[Saved entries]
......

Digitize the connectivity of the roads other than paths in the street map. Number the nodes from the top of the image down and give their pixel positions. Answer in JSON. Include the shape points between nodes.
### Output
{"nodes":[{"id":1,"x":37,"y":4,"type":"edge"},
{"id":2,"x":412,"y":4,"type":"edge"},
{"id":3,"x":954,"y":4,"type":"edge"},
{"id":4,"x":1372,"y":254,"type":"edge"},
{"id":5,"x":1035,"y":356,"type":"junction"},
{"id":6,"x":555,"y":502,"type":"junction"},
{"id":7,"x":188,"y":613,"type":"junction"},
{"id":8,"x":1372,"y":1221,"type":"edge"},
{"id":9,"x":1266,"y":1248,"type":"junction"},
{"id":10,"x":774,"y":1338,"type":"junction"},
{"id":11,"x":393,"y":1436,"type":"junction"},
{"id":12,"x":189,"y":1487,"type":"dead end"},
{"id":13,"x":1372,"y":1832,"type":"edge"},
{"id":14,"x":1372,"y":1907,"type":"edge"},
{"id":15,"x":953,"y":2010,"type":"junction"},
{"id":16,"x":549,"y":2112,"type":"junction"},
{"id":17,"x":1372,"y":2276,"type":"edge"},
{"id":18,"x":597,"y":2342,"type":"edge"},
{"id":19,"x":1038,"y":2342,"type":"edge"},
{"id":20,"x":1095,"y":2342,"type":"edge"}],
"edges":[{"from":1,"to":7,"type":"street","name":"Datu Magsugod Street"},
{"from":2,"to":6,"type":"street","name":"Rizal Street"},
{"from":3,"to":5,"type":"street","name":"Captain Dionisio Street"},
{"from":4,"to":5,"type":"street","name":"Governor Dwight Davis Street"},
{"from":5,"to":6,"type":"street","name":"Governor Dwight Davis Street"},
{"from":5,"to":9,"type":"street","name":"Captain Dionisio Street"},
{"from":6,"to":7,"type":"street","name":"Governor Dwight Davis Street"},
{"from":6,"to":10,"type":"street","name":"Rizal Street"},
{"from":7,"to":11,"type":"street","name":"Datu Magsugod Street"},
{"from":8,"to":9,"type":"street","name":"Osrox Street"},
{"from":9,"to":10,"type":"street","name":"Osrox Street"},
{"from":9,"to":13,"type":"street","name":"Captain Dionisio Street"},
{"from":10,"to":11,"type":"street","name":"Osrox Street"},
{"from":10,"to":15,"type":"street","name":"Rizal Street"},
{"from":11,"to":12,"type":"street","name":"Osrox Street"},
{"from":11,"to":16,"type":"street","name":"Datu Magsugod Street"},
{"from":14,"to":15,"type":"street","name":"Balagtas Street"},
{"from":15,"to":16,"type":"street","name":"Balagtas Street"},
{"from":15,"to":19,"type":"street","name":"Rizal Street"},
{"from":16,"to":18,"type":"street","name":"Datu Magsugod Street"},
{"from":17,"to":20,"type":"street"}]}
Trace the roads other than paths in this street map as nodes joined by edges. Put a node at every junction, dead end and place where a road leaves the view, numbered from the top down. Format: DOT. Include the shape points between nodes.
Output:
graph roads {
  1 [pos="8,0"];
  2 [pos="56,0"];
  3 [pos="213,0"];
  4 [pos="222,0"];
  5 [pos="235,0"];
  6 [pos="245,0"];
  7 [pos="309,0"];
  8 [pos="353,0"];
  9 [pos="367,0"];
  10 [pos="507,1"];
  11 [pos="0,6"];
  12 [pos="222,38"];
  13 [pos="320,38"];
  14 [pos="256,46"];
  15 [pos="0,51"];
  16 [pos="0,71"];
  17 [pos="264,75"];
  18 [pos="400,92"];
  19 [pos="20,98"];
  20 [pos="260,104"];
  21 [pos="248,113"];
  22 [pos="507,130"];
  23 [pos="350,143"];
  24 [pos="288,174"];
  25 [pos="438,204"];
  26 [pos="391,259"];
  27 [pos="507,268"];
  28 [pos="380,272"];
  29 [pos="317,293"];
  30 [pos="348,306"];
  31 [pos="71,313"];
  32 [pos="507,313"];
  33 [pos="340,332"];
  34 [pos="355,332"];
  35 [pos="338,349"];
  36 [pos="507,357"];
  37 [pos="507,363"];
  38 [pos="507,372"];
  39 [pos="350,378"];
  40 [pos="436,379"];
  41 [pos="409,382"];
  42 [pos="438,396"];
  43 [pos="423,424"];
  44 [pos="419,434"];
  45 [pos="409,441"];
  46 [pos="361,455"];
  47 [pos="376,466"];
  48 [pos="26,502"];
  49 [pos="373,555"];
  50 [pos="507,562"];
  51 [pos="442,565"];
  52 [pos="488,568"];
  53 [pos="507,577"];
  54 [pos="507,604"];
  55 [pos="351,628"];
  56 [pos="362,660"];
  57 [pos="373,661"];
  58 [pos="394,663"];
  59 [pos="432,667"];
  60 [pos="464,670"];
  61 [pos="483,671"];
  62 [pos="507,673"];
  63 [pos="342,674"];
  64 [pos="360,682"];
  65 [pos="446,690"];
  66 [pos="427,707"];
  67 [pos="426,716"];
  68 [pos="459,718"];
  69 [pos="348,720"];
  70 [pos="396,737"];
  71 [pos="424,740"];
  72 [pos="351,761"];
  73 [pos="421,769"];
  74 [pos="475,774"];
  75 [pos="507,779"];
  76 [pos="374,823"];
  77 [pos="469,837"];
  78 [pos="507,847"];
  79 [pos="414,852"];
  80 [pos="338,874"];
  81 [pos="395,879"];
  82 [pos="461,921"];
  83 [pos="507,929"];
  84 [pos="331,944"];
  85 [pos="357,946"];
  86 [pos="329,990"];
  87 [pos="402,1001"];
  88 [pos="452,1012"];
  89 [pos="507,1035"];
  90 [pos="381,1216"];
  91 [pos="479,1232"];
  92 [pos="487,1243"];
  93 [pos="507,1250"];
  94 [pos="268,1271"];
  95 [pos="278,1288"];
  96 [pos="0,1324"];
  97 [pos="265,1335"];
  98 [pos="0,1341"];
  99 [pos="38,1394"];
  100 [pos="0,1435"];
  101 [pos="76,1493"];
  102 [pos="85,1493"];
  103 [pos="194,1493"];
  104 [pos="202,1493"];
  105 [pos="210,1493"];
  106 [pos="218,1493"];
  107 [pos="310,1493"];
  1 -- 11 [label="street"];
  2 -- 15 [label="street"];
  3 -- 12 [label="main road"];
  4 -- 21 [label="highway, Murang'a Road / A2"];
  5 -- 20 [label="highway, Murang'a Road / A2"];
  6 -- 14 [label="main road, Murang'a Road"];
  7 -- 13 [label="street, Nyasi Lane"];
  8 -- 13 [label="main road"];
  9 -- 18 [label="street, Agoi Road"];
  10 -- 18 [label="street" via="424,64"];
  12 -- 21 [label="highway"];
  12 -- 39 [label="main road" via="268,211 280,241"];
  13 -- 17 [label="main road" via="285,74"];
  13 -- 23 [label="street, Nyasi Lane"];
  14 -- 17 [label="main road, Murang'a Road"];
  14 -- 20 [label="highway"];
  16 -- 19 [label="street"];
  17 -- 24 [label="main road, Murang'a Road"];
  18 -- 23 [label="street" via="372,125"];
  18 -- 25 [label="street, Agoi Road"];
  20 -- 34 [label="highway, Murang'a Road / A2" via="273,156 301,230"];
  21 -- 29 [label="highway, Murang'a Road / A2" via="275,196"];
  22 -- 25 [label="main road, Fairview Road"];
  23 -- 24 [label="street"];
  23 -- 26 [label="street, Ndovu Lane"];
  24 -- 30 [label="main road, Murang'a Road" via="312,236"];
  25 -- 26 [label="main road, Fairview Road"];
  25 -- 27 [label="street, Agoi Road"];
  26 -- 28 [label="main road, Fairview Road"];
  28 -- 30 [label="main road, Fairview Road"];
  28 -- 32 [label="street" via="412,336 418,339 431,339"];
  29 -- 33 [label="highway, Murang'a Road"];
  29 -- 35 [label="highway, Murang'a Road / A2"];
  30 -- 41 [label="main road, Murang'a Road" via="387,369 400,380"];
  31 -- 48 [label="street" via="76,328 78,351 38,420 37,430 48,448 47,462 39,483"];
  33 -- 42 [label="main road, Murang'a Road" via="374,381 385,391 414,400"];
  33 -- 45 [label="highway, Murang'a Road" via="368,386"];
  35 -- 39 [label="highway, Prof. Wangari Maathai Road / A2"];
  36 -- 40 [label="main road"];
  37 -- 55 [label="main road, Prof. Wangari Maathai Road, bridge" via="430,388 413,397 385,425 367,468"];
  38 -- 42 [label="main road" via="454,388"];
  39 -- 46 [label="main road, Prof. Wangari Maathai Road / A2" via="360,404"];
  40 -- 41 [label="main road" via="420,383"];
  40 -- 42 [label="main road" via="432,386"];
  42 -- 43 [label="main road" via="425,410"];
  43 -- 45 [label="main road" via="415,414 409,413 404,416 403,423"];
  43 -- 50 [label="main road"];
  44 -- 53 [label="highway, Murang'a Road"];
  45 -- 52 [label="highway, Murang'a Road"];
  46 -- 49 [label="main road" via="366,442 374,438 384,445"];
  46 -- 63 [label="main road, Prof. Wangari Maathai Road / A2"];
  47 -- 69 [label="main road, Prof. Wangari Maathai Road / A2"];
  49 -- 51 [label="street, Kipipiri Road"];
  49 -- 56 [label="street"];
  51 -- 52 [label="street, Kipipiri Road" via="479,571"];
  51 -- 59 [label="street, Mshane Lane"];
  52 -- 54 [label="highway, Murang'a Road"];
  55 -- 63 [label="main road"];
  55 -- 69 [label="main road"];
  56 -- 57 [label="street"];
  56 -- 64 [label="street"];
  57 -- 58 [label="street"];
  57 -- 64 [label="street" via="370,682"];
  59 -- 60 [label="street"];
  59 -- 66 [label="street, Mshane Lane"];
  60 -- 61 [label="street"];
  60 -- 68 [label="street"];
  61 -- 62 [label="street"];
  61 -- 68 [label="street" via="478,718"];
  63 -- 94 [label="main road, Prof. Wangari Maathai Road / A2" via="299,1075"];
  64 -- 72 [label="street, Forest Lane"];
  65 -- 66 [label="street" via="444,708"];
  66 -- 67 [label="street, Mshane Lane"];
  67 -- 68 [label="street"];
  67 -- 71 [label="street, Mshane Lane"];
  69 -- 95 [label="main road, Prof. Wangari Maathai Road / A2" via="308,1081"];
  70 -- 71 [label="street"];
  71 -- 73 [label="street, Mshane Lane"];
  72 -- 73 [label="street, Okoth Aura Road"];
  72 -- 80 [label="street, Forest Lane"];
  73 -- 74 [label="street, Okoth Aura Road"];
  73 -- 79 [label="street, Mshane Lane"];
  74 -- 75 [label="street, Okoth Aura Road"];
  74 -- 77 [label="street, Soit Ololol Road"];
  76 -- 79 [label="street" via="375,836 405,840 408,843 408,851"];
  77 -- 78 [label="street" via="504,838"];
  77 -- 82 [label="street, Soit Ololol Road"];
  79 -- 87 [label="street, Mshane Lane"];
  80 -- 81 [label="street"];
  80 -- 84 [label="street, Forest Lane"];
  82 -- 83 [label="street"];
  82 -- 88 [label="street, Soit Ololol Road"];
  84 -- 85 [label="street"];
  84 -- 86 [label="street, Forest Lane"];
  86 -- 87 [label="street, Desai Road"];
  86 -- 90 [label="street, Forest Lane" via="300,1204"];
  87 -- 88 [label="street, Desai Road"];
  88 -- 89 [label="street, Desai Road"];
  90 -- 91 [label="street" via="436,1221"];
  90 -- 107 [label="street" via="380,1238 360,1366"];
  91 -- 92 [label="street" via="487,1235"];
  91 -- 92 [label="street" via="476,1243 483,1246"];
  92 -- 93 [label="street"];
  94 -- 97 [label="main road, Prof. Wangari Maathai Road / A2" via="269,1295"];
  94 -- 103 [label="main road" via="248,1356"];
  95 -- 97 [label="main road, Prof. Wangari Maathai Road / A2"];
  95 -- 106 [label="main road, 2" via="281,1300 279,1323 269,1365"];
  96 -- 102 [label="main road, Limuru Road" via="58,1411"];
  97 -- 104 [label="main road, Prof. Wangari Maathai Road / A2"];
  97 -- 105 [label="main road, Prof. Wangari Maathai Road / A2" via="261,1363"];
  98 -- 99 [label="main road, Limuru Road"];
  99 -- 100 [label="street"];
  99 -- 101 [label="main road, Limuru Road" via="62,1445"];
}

......

ASSIGNMENT:
Say, as a bare number, how many lines of the data hold the string "Okoth".

RESULT FOR THIS EXERCISE:
3